Influencers have become celebrities in their own right, and sometimes even have more sway over consumers than traditional celebrities. According to the New York Times, influencers are thought of by their followers as trusted friends. Therefore, when they sing your brand’s praises, potential customers/clients quickly slide down your sales funnel because trust is already established. Their endorsement harnesses the power of their relationship with their specific and niche audience. It also feels more genuine to the audience than an ad (although any posts by influencers for brands must still be marked as an advertisement), which is important because after all, social media marketing isn’t about you, it’s about the consumer. However, utilizing influencer marketing can put you at risk for being guilty by association when a scandal erupts.
The Fall of Well-Loved Celebrities
Influencer marketing may be relatively new, but celebrity ambassadors and their scandals or acts of misconduct are not. Almost every day, new allegations surface against high-profile individuals, from elected officials to Today Show hosts, and from beloved actors and producers to young YouTube stars. Unless you live under a rock, you’re probably familiar with some of these implosions, which started with ‘the watershed Weinstein moment’. With these allegations, the reputations of famous faces are understandably tarnished. But the brands and companies they associate with can be dragged through the mud, too.
While marketing influencer scandals are slightly different, the rules of reputation still apply, no matter the platform. YouTube star Felix Kjellberg, known as PewDiePie, lost the support of Disney company Maker Studios this year after gaining attention for several anti-Semitic and Nazi-related ‘jokes’. Online celebrity Jake Paul also had a fall out with Disney due to regularly trashing his LA neighborhood, inviting young fans to party with him, and filming it for social media posts. And in the most recent example, Jake Paul’s brother, Logan Paul – who is an influencer and YouTube star, too – is dealing with negative backlash for posting a careless video of a suicide victim.
Being guilty by association with a social influencer can obviously hurt a brand, but the risks can go both ways. If a star or celebrity is not part of the creative process of a campaign, and chooses to represent a brand simply for money, regardless of the message, they might experience controversy in the likes of Kendall Jenner’s Pepsi ad. Influencers can also get into trouble when a brand doesn’t hold up their end of a widely public promise, like the Fyre festival disaster.
Including Values in Influencer Marketing Strategy
Enlisting the endorsement of an influencer – celebrity or social media – means welcoming your brand to the criticism of their public persona. Scrutinization can come in many forms: thousands of negative comments on a press article, bad reviews on Yelp, attempted hacks on your website, negative hashtags created by angry online communities, and of course on every one of your social media profiles.
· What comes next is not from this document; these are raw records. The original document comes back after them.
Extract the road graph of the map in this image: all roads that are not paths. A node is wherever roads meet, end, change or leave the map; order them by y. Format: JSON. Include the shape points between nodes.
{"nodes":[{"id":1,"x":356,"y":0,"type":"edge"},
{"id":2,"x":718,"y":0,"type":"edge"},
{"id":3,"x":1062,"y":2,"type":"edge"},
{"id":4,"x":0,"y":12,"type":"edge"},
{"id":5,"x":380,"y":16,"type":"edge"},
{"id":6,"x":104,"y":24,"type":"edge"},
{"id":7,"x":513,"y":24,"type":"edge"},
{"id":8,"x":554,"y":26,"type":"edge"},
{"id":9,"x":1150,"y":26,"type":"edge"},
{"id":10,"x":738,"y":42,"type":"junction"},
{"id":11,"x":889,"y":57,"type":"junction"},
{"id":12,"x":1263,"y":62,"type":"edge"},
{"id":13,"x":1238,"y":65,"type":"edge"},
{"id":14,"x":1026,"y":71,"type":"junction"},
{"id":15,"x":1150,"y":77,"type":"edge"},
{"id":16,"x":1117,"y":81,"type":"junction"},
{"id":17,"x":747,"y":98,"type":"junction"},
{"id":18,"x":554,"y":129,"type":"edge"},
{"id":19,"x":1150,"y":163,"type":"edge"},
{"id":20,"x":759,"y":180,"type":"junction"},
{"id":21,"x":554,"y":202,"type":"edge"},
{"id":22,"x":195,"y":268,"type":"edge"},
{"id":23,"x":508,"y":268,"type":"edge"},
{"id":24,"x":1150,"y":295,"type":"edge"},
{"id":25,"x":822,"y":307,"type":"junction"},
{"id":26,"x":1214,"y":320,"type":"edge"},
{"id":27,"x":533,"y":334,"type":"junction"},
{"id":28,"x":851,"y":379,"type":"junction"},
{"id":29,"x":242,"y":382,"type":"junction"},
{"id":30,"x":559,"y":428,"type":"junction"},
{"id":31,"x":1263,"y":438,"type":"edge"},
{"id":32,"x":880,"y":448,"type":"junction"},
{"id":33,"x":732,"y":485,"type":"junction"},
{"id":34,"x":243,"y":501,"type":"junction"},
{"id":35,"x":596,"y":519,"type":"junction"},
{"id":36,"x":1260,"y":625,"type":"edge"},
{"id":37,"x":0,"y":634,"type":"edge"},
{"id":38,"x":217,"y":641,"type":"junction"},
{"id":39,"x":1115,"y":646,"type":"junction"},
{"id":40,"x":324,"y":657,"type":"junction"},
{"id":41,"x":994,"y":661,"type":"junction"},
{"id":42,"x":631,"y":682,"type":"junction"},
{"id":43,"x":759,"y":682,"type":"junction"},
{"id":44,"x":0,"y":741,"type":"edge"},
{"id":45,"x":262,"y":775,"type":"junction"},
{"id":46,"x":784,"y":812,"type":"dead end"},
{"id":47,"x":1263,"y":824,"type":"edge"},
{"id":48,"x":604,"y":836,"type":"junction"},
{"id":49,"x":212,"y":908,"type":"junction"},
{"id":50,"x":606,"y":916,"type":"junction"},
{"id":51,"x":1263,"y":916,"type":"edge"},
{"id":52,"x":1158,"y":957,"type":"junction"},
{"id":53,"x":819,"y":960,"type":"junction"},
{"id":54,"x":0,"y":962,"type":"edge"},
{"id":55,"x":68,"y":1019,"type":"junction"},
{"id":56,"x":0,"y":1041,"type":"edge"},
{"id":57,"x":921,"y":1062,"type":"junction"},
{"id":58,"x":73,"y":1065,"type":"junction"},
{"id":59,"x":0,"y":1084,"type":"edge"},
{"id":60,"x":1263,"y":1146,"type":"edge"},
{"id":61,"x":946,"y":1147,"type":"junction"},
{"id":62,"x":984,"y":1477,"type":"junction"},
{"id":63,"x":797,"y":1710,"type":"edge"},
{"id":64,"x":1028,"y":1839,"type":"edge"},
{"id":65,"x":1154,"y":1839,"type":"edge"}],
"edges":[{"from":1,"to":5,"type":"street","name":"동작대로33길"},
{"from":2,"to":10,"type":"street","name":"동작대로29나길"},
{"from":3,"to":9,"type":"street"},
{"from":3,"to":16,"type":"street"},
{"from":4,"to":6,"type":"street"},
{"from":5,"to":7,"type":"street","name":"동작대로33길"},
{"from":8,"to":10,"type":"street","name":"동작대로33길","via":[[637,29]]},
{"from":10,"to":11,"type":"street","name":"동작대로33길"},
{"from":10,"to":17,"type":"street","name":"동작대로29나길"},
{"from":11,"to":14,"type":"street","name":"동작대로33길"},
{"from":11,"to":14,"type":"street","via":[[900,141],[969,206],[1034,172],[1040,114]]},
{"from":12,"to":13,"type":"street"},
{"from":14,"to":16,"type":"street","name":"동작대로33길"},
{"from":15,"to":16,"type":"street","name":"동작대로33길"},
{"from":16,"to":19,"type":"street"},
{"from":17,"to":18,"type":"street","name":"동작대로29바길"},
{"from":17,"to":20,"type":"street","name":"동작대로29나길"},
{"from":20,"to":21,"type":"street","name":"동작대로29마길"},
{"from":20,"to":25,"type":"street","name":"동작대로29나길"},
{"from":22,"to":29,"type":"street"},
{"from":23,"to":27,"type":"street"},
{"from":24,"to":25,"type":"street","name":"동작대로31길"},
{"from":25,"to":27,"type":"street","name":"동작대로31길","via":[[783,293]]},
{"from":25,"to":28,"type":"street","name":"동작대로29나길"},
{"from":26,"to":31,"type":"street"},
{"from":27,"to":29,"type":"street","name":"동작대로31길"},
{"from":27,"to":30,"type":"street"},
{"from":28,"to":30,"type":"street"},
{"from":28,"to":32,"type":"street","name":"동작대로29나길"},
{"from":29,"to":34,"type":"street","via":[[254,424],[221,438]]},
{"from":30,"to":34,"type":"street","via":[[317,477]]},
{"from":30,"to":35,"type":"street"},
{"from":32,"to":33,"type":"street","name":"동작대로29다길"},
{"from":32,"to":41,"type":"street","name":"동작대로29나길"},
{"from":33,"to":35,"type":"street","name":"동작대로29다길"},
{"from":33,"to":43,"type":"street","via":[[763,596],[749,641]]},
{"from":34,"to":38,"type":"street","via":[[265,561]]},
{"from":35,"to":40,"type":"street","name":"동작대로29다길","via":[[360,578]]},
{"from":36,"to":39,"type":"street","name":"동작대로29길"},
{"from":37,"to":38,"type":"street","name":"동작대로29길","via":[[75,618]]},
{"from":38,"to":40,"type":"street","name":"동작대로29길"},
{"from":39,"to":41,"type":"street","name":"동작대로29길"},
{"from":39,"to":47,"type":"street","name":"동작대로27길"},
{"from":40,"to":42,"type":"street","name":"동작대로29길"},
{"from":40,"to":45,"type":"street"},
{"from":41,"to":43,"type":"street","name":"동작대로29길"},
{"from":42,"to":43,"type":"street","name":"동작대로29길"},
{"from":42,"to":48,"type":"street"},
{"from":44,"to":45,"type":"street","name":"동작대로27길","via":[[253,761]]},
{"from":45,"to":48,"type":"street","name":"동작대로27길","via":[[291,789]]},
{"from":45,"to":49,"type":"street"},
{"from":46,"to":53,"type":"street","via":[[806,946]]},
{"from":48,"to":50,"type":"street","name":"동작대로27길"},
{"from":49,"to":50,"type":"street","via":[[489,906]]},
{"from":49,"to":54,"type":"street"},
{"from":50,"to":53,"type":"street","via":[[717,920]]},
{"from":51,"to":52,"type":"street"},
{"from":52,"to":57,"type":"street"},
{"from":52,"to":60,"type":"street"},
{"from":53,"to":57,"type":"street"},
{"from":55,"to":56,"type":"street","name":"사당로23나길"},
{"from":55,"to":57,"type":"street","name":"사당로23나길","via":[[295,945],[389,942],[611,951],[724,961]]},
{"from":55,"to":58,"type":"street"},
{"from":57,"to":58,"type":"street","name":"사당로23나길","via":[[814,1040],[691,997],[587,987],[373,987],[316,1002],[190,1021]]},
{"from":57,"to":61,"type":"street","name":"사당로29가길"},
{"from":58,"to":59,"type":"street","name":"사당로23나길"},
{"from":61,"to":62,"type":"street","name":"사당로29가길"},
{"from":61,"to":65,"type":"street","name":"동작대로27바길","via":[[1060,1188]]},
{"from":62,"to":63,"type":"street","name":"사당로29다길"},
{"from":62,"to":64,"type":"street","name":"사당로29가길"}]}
And in the case of negative attention, the best defense is a good offense.
Before **It Hits the Fans
Step 1: Before you have to deal with an influencer tarnishing your brand’s reputation, you can take action to avoid getting into the sticky situation in the first place. Influencer marketing strategies have a natural focus on relevance, reach, and engagement levels, but should also include preliminary research to ensure the influencer and the brand are aligned on values.The alignment of values is more important to your marketing influencer strategy than how many followers the influencer has. Look beyond the numbers to see if they fit the reputation you would like to maintain for your company. And just as importantly, would your brand naturally make sense in their life? (For example: Kim Kardashian representing toilet paper vs. popular outdoor adventurers representing North Face coats.)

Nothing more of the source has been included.